Saved data entries:
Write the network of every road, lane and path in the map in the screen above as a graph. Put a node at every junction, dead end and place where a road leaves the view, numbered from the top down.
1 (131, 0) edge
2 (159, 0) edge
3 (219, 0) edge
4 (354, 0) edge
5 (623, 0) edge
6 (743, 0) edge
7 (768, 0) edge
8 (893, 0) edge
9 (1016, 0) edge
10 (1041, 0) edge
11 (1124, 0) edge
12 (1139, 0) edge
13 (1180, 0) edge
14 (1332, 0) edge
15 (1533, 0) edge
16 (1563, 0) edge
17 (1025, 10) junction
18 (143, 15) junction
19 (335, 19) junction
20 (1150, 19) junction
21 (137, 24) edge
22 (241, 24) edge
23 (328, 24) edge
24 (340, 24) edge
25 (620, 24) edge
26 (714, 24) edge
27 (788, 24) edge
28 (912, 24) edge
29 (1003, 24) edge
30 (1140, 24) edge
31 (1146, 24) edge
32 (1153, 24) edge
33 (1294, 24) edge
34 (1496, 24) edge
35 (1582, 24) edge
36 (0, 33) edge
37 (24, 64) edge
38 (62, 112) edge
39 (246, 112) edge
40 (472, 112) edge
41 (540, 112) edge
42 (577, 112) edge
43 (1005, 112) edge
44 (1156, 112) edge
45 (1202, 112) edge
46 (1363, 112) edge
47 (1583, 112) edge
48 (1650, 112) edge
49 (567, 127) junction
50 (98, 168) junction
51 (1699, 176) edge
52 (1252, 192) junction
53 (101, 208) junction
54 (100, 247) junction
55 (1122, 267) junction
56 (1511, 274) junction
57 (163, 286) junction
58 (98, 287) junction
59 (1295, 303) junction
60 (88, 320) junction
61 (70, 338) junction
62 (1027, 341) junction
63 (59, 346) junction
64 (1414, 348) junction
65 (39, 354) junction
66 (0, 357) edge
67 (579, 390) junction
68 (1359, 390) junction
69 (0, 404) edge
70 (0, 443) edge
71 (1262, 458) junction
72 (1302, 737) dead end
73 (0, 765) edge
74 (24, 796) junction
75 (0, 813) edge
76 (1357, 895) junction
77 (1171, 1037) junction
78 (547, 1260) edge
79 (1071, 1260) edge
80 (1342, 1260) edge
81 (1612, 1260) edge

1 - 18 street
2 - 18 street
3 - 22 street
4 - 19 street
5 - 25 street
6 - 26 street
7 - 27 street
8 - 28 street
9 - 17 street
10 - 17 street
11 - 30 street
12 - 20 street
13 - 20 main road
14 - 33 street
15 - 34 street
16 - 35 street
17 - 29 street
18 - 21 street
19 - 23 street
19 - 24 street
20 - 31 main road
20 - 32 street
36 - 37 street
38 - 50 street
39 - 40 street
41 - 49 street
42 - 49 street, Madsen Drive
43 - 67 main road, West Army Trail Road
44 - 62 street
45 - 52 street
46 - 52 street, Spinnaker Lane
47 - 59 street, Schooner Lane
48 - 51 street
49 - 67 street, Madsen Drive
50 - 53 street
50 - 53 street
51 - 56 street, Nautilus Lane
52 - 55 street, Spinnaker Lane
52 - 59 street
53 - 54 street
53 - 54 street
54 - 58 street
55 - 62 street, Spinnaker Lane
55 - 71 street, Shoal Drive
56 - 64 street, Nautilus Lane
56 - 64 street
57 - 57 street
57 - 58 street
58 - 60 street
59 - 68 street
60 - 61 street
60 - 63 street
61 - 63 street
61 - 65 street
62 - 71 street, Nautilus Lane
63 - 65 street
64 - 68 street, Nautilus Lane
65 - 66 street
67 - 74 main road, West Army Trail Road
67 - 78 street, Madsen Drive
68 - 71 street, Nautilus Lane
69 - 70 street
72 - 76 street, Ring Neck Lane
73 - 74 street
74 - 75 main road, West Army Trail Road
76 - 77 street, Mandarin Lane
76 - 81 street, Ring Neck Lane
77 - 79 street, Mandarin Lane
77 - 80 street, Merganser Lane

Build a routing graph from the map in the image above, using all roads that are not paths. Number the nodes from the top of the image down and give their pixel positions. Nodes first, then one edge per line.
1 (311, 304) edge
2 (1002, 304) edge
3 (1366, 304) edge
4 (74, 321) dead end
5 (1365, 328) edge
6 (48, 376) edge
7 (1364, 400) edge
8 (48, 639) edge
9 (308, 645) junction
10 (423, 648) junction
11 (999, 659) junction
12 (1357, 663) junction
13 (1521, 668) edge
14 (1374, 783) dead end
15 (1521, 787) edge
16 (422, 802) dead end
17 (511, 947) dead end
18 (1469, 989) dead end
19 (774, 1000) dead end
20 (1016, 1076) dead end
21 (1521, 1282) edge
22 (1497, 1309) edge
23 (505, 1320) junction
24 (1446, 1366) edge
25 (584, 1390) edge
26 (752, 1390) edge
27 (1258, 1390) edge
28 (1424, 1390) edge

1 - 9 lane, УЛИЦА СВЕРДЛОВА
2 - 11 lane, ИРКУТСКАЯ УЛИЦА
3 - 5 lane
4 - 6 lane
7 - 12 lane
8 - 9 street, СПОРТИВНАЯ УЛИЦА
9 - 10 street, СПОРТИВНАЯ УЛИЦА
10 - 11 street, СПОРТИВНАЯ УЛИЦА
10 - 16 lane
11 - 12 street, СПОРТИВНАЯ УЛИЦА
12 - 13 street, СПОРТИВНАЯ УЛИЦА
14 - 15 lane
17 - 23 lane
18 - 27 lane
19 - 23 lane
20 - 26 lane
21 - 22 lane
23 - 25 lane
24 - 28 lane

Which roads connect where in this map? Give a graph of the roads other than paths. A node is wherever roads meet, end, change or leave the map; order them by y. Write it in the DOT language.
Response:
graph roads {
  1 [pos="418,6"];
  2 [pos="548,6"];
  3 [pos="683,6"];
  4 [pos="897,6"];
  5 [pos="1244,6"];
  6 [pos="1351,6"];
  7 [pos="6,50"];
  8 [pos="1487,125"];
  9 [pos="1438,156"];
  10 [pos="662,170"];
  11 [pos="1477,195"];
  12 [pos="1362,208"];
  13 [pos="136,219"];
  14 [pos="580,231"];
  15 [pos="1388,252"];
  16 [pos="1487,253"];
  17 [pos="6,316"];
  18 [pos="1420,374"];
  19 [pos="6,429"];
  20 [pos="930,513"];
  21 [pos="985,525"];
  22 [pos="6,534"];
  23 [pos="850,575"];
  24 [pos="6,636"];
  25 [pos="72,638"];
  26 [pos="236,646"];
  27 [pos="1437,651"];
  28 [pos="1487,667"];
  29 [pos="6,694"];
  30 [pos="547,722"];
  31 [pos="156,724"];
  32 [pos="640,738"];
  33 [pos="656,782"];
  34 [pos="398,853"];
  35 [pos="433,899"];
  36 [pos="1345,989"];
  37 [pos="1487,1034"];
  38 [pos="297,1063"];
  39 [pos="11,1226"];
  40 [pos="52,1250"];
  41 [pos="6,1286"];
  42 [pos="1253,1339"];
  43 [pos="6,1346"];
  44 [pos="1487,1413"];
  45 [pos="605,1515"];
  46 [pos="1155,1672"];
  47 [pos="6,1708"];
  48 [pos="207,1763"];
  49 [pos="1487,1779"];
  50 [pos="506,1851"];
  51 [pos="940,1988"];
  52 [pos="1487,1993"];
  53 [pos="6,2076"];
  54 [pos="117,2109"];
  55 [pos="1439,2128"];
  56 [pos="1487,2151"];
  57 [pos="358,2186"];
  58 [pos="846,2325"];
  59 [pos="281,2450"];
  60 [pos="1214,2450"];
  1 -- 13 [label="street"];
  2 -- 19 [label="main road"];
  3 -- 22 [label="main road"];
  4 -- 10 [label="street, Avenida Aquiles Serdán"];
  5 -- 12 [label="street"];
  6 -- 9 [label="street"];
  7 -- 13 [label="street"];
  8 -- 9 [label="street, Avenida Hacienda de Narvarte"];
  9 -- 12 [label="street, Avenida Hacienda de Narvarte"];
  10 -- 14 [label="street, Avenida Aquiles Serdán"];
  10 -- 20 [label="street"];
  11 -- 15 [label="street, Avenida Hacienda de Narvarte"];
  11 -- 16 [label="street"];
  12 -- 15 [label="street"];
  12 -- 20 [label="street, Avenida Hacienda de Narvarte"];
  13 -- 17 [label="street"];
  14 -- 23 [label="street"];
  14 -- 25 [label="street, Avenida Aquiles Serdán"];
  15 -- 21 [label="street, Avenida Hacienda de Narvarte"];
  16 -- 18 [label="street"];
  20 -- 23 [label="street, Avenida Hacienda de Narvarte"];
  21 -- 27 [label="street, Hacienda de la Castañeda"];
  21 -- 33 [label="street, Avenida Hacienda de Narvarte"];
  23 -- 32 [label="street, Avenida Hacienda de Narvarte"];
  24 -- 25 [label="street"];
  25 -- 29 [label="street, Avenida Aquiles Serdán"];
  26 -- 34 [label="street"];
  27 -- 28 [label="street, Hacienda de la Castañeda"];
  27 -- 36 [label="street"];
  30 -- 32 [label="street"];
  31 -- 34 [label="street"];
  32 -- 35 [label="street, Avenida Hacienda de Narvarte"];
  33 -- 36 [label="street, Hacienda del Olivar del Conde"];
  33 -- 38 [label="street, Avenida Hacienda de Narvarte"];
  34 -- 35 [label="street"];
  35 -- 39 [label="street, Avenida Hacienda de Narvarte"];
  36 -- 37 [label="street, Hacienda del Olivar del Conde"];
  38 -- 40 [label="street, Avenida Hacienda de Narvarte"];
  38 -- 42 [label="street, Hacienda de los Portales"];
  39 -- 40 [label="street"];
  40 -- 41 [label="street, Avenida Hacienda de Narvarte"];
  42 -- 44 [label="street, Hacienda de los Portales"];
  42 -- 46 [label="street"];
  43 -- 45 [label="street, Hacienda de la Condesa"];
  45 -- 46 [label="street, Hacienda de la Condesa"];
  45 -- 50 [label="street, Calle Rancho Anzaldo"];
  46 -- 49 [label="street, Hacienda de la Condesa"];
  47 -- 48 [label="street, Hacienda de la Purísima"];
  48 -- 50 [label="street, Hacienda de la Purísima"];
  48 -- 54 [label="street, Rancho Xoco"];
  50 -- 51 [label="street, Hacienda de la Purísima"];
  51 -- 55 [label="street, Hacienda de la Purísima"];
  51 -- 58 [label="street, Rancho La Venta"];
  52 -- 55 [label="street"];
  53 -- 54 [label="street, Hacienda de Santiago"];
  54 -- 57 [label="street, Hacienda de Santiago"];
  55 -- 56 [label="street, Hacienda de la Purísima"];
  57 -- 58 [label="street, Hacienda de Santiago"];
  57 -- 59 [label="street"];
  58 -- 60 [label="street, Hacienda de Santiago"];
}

> PROBLEM TO SOLVE:
Word for word, restate the lines above from the line containing "Build a routing" through the line containing "Which roads connect", with both included and nothing else.

> TASK SOLUTION:
Build a routing graph from the map in the image above, using all roads that are not paths. Number the nodes from the top of the image down and give their pixel positions. Nodes first, then one edge per line.
1 (311, 304) edge
2 (1002, 304) edge
3 (1366, 304) edge
4 (74, 321) dead end
5 (1365, 328) edge
6 (48, 376) edge
7 (1364, 400) edge
8 (48, 639) edge
9 (308, 645) junction
10 (423, 648) junction
11 (999, 659) junction
12 (1357, 663) junction
13 (1521, 668) edge
14 (1374, 783) dead end
15 (1521, 787) edge
16 (422, 802) dead end
17 (511, 947) dead end
18 (1469, 989) dead end
19 (774, 1000) dead end
20 (1016, 1076) dead end
21 (1521, 1282) edge
22 (1497, 1309) edge
23 (505, 1320) junction
24 (1446, 1366) edge
25 (584, 1390) edge
26 (752, 1390) edge
27 (1258, 1390) edge
28 (1424, 1390) edge

1 - 9 lane, УЛИЦА СВЕРДЛОВА
2 - 11 lane, ИРКУТСКАЯ УЛИЦА
3 - 5 lane
4 - 6 lane
7 - 12 lane
8 - 9 street, СПОРТИВНАЯ УЛИЦА
9 - 10 street, СПОРТИВНАЯ УЛИЦА
10 - 11 street, СПОРТИВНАЯ УЛИЦА
10 - 16 lane
11 - 12 street, СПОРТИВНАЯ УЛИЦА
12 - 13 street, СПОРТИВНАЯ УЛИЦА
14 - 15 lane
17 - 23 lane
18 - 27 lane
19 - 23 lane
20 - 26 lane
21 - 22 lane
23 - 25 lane
24 - 28 lane

Which roads connect where in this map? Give a graph of the roads other than paths. A node is wherever roads meet, end, change or leave the map; order them by y. Write it in the DOT language.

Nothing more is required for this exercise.